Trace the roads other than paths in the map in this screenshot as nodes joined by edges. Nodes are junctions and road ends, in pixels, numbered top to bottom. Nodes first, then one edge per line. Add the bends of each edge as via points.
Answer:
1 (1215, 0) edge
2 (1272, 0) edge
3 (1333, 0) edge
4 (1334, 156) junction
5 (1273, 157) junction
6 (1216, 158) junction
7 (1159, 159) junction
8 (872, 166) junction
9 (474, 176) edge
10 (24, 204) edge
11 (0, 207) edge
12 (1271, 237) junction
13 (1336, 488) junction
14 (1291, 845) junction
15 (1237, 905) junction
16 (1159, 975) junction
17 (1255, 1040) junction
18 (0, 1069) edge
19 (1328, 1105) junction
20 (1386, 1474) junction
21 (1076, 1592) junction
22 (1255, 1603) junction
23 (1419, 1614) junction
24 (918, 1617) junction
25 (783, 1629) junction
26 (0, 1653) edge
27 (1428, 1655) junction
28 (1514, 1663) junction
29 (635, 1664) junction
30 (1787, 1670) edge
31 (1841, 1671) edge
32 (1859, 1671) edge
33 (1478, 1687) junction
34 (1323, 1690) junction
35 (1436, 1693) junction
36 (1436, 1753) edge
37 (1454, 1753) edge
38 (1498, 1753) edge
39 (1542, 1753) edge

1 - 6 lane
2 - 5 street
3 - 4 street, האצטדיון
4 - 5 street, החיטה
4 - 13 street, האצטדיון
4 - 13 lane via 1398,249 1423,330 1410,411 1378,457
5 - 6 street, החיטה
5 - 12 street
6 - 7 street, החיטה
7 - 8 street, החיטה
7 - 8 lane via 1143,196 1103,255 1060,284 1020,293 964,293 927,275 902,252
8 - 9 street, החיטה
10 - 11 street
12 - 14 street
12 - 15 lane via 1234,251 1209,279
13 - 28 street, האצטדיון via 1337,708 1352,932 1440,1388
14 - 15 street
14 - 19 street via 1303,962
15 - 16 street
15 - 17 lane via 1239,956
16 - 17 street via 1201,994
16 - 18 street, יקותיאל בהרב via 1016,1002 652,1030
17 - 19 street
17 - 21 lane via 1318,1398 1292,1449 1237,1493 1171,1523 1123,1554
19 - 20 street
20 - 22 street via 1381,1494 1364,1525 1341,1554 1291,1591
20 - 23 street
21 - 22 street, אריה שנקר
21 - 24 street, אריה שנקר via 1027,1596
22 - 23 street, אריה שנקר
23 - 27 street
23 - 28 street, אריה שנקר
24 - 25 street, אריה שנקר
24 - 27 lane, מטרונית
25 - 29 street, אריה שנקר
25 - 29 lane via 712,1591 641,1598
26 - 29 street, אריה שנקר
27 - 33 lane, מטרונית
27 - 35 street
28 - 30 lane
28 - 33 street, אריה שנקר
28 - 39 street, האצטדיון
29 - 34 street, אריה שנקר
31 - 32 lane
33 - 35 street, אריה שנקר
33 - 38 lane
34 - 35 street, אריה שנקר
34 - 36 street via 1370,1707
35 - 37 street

○ ○ ○ ○ ○ ○ ○

→ **TASK GOAL**:
Check each line of the listing above for the string "החיטה" and return those that contain it.

→ **EXERCISE OUTPUT**:
4 - 5 street, החיטה
5 - 6 street, החיטה
6 - 7 street, החיטה
7 - 8 street, החיטה
8 - 9 street, החיטה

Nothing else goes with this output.